In a sermon on this text entitled "A Sinner-Accessible Church," I invited the people to visualize with me a church with a wheelchair ramp in front that bypassed a long set of stairs. As one opened the door of the church, however, a large brick wall stood just inside. As one negotiated the way around this wall, there were other walls all through the church, creating a maze separating the one who would worship from the altar. The walls represented not the obligation of circumcision but all the other obstacles that separate people from people and people from their Lord. They included things from race or social status to dress to merely being new.
Is this method important or merely interesting?
It is not on the level of importance of, say, the doctrine of justification by grace through faith. It does not save us. But it does make communication of the Word of God easier.
Jesus Christ is the Word of God made flesh. In God's Word, God not only said something but did something. What God did is the whole salvation story of Jesus Christ and his life, death, and resurrection. Words have always gotten in the way. Look what Paul did to Eutychus. We are merely trying to get a little closer to God's action. As John wrote, these things are written so that you may come to believe that Jesus is the Messiah, the Son of the living God, and that believing you may have life in his name (20:31). The same is the purpose of these pictures.

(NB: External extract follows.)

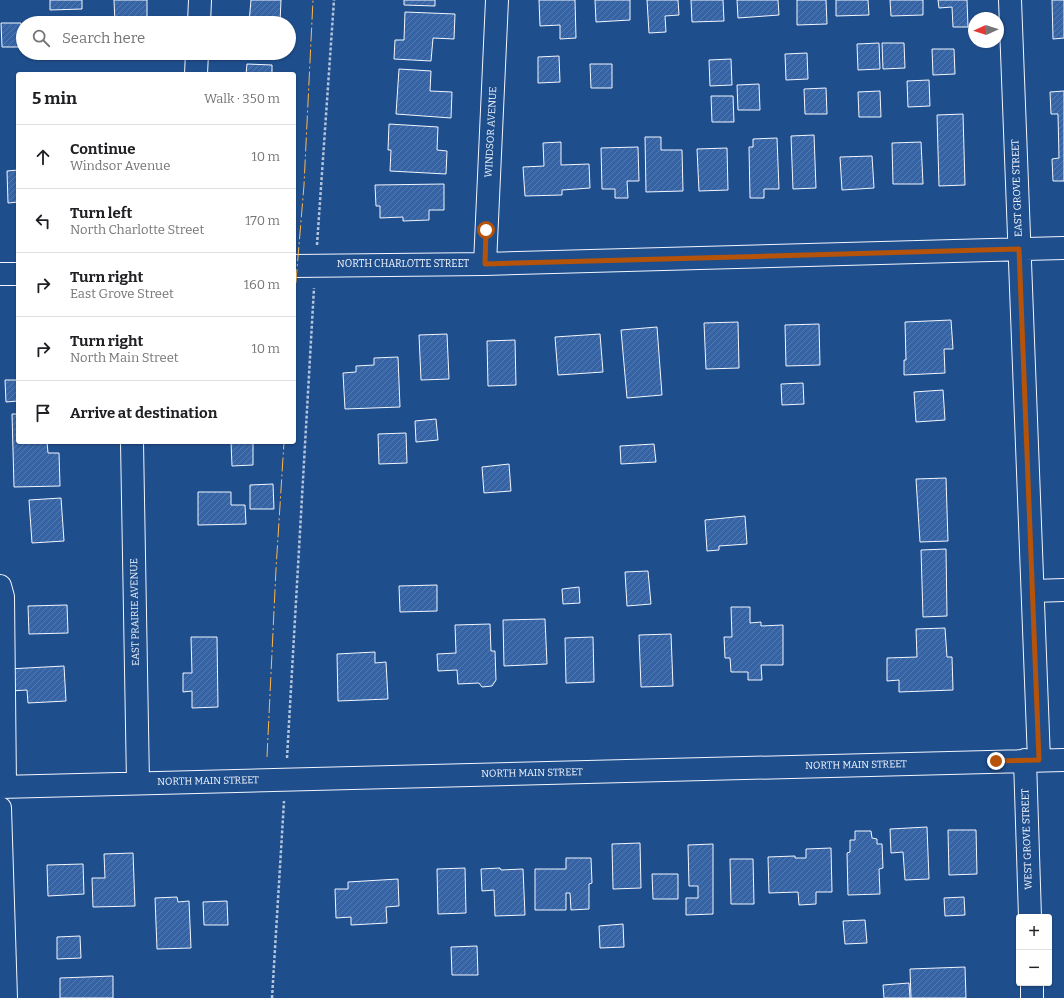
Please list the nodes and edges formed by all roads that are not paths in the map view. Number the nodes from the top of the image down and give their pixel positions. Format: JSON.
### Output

How do I start drawing visual outlines? What if my whole sermon does not lend itself to a picture?
If the sermon takes the form of a narrative without any explanation or reflection before or after, it is possible that a picture or series of pictures could do the whole job. Most sermons would be better outlined using at least some words. At the same time, almost all sermons will have parts that are visual. Mix and match, especially while becoming comfortable with this form. A two-minute section using picture notes in next week's sermon should be enough to tell you whether you would like to expand your use of this technique.
In a recent sermon on Amos 7 I drew a plumb line held against a crooked wall. God could have told Amos about a plumb line but chose instead to show him one. The prophet spoke about much more than just construction tools. He prophesied of crooked practices taking place in buildings of commerce, worship, and the royal house.
I could preach prophetically about sinful practices, but my initial drawing led me in my sermon preparation to see in v. 9 not just practices but buildings that were crooked, bent in on themselves. So there appeared more drawings on the outline. I thought of the cross where Jesus died for all those crooked practices, and it occurred to me that the cross was probably not all that straight and plumb either, dropped into place not by craftsmen but by torturers. So another picture appeared on my outline. It gave a unity to the sermon.
But the main advantage of the picture at the beginning of the outline is that, as much as my poor drawings could manage, I was seeing what Amos was seeing and what Amos wanted his congregation to see. Hopefully our hearers will also see as the prophet did, if God gives them and us the vision.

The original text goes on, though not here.